Not a fan of any Truex, can’t stand the jerk. Even when he was a loser for over a decade. I say he is ONE OF THE MANY REASONS NASCAR is viewed as the WWF!

MARTY, his CUP career up until 2015 out of 369 races WON 3 FREAKING RACES!!!!!!!!! 3 FREAKING RACES!!! Last year he won 4 out of 36 which was a stretch for normal thinking people, considering his past record. This year he won 8????????????? Come on……..Nope not a question at all from the Sheeple (I did!!!). They were basking in prayer for the girlfriend who is sick…let me leave it at that. Brian France loves a story, yes he does and took notice. Sherry and Marty seemed to jump on the opportunistic bandwagon as well. No shame there at all, imo.

The Sherry Berry Sick story was played to nausea levels just about every race. As if he was entitled to “win” because of his sick roommate! Unreal. The storyline was over the top and a slap in the face to other families in the NASCAR community facing dramas of their own, who did not seek out or crave attention. Who the hell is she? My opinion….

And this year he wins 8???????? Are you kidding me? Did this old fart suddenly learn how to drive? Nope, facts however slippery and questionable they are, he won the one race Homestead Cup! I don’t get it, will never get it. Toyota and Brian IMO had a huge say in his “handling” by NASCAR every week. Fans are not stupid, and no not everybody wears TINFOIL hats. Maybe somebody can explain how a guy with a terrible shitty record for over a decade SUDDENLY GETS IT? I would like to know? Something is rotten in Denmark. He is not some young kid who suddenly clicked. The whole thing is a sad farce. He was coddled last year, his team was coddled, and anybody with a brain knew (IMO) that Brian with his script loving ways was torn between 8 time or the roommate sickness story….As I predicted the roommate sickness story won out. Sad.

TheBobs

You’re a real Richard kb.

kb

Sure BOOBIE, whatever…my observation and perception of NASCARS manipulation. Believe oh believe BOOBIE….whatever gets you thru the day. NASCAR depends on clowns like you.

The real KB

Name calling and making fun of someone fighting cancer? Despicable, cowardly keyboard warrior behavior.

The real travesty is not related to ticket sales, champions or how the business is being run. It’s people like you that spew your unhappiness and negativity into this world. Yes, yes it’s your right to do so and my right to ignore you but neither of those facts make it any more palatable or you anymore respectable.

kb

Oh good freaking God. Blah, blah, blah…Wait a minute I must grab my box of tissues…….

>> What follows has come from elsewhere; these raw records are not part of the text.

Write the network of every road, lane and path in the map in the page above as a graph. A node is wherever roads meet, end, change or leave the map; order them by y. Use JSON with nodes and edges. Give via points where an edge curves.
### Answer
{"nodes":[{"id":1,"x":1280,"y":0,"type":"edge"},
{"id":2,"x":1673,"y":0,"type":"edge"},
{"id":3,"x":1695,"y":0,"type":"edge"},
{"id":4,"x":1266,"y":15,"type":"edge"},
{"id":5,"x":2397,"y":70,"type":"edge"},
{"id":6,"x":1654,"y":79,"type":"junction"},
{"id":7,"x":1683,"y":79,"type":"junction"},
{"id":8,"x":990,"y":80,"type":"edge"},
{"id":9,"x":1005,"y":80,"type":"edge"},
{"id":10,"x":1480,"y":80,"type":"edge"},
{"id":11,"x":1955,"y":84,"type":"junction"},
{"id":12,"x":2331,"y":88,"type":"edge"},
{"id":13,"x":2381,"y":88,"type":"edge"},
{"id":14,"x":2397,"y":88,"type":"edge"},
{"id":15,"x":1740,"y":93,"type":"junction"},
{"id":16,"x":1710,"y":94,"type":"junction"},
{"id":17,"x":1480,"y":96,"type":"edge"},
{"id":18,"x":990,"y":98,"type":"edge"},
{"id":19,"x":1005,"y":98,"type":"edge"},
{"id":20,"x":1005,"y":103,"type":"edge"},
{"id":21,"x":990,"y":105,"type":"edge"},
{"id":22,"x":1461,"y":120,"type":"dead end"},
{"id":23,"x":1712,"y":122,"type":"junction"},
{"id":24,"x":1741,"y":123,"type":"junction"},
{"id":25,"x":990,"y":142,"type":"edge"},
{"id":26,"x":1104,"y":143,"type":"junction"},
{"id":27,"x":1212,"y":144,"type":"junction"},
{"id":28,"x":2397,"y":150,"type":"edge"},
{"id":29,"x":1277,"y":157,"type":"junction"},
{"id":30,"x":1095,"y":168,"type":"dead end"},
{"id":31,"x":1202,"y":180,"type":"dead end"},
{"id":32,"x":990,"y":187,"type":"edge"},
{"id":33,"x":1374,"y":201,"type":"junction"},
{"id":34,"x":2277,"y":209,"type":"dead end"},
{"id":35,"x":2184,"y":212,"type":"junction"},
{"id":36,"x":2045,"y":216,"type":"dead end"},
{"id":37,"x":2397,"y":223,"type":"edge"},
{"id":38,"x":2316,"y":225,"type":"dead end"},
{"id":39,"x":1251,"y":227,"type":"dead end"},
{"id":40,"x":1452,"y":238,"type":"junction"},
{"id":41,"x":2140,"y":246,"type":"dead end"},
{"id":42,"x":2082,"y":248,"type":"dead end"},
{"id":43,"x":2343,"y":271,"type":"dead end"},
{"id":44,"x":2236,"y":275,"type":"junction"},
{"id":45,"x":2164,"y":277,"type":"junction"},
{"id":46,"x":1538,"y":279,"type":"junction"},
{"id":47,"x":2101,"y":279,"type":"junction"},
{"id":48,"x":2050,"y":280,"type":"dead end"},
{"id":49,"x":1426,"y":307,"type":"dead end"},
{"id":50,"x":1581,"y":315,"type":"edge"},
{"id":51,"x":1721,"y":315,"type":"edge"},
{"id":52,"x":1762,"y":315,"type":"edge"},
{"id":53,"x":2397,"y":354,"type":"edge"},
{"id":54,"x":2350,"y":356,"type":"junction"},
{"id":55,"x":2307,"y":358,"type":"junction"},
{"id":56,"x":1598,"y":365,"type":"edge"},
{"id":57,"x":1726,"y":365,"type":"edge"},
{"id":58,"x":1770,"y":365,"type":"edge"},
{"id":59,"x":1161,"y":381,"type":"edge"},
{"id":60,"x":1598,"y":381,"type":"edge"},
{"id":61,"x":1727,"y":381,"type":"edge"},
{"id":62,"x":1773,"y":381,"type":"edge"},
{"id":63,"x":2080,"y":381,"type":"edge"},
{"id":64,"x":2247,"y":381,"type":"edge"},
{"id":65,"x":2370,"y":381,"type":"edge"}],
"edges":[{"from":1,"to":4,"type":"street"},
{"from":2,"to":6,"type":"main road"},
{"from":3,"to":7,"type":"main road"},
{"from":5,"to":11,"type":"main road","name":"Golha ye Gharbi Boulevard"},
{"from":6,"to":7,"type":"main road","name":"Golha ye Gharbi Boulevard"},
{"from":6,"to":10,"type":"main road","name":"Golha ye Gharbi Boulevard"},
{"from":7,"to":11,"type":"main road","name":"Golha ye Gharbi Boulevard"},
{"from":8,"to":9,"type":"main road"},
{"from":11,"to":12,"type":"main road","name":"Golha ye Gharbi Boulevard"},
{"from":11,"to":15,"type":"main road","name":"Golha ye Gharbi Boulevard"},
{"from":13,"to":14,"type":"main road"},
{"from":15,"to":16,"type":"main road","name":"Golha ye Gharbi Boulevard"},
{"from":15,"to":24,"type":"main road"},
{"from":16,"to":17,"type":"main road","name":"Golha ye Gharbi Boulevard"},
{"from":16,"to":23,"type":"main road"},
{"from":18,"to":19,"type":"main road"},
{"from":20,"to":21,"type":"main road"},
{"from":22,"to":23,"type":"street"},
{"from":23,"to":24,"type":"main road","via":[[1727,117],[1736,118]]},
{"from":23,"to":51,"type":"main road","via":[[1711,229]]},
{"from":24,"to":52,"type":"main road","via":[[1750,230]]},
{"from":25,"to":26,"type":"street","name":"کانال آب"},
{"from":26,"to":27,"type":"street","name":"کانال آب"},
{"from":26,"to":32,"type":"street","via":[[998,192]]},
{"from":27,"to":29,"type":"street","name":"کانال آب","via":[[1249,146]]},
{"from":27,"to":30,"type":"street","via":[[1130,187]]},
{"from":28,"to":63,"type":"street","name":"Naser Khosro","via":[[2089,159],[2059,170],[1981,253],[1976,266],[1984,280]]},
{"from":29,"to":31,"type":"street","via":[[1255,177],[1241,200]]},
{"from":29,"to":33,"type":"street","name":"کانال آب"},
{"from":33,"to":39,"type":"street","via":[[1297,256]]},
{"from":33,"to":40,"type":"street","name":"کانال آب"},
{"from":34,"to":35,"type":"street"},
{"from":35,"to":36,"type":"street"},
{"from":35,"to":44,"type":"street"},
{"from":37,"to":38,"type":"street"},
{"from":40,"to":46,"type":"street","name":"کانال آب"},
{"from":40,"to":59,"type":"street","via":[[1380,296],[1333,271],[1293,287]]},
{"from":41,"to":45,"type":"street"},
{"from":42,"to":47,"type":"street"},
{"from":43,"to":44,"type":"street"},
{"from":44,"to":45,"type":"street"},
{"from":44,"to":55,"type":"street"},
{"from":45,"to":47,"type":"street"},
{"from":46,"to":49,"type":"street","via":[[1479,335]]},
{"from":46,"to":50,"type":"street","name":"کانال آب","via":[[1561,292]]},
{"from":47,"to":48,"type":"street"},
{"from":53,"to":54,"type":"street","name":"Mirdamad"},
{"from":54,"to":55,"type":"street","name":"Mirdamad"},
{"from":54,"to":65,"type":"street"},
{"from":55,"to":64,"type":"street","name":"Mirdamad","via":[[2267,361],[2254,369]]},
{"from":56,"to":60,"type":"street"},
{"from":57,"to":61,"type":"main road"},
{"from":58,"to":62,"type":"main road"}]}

O.k. I am back. Yeah, yeah, yeah…..You have not a clue as to what I am talking about. Bless your simpleton heart. By the way…have convictions of your bullshit and use the name you always use…I DO!

The real KB

Classy, very classy.

And, KB is my name. It’s a good name so please try to minimize the damage that you might do to it. Associative perception is a bitch. Ask anyone named OJ.